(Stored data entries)
★ ★ ★

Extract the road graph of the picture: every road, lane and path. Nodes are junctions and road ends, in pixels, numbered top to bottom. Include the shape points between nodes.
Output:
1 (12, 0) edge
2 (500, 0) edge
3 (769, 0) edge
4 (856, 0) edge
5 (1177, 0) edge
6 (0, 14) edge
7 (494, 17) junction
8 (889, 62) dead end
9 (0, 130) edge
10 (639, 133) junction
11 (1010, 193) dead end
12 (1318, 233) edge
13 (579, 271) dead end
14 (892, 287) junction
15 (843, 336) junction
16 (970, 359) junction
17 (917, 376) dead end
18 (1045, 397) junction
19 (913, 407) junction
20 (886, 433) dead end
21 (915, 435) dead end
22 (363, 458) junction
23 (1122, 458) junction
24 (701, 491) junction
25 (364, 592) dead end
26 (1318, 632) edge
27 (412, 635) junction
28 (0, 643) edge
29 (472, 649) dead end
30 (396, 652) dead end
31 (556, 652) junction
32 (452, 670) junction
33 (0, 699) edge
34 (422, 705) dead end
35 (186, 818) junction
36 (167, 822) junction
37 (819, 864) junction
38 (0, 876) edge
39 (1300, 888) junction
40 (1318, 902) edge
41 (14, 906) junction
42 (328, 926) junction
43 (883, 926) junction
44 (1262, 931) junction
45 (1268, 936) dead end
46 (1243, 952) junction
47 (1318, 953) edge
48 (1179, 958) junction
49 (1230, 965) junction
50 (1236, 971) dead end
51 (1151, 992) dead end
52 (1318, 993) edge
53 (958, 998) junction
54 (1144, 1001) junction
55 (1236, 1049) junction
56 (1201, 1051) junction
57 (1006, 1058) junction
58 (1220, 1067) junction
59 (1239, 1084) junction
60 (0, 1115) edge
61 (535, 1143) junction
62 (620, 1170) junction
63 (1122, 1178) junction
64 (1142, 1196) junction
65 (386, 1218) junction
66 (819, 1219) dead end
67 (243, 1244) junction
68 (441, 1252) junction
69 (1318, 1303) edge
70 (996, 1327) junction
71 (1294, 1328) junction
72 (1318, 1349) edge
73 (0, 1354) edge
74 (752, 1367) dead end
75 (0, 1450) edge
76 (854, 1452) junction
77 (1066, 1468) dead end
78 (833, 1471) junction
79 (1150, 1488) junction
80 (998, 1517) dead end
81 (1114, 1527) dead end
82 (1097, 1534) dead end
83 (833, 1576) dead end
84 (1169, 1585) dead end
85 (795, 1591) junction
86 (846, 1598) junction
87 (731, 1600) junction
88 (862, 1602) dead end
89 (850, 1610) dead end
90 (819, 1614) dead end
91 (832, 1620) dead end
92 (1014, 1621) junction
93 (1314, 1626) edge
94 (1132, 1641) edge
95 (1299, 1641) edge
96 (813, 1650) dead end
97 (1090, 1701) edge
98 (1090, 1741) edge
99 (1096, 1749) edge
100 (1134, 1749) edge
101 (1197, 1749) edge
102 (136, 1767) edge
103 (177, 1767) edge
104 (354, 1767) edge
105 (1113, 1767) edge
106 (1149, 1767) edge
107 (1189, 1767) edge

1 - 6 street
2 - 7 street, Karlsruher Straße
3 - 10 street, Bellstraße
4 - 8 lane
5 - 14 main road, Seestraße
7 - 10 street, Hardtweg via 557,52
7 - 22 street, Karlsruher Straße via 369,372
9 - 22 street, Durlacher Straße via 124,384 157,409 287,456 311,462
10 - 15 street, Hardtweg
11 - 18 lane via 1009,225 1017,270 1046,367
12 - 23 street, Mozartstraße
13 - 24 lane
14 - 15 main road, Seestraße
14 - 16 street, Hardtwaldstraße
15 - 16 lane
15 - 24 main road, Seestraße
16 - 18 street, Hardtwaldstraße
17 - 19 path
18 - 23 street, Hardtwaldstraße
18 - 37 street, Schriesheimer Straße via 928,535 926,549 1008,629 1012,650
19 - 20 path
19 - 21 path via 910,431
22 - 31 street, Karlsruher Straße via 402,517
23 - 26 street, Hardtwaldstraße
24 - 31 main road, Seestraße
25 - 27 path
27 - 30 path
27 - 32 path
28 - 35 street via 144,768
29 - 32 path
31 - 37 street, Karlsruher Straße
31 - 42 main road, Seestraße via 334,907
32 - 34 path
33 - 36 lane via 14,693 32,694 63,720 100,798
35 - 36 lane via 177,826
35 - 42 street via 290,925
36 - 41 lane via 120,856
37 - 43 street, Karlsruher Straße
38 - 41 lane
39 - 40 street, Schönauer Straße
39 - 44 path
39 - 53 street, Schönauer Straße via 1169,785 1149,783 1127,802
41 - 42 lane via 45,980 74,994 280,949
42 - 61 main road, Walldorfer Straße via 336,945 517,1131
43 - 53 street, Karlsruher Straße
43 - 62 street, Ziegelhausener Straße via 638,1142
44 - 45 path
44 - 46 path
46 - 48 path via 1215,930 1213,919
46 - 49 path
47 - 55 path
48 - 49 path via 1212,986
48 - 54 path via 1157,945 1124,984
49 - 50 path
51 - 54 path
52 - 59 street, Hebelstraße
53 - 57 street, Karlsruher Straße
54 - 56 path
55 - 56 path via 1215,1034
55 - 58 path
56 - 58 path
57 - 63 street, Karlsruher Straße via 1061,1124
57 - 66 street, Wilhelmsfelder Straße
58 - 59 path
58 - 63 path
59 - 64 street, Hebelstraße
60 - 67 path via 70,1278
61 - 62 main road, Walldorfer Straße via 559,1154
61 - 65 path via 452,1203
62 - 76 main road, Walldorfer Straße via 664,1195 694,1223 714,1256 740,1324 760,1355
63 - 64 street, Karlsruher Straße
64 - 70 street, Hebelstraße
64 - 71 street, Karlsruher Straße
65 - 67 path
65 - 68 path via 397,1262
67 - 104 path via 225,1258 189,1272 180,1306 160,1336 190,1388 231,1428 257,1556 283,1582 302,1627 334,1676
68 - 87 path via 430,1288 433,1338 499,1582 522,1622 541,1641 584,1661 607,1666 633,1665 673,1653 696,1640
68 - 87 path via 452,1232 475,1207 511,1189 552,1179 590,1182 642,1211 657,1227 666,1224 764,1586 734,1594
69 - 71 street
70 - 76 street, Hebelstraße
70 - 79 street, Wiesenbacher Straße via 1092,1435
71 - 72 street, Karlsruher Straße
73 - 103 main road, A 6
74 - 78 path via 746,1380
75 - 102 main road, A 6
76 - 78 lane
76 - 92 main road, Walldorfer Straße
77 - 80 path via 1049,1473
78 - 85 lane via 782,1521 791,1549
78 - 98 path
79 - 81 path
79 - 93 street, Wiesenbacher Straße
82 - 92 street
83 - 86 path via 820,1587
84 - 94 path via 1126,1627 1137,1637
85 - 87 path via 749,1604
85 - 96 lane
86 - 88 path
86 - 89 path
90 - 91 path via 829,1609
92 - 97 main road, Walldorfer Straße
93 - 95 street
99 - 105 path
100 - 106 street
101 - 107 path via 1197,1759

★ ★ ★

#### WORK TO BE COMPLETED
Copy each line above that contains the word "main".

#### YOUR RESPONSE
5 - 14 main road, Seestraße
14 - 15 main road, Seestraße
15 - 24 main road, Seestraße
24 - 31 main road, Seestraße
31 - 42 main road, Seestraße via 334,907
42 - 61 main road, Walldorfer Straße via 336,945 517,1131
61 - 62 main road, Walldorfer Straße via 559,1154
62 - 76 main road, Walldorfer Straße via 664,1195 694,1223 714,1256 740,1324 760,1355
73 - 103 main road, A 6
75 - 102 main road, A 6
76 - 92 main road, Walldorfer Straße
92 - 97 main road, Walldorfer Straße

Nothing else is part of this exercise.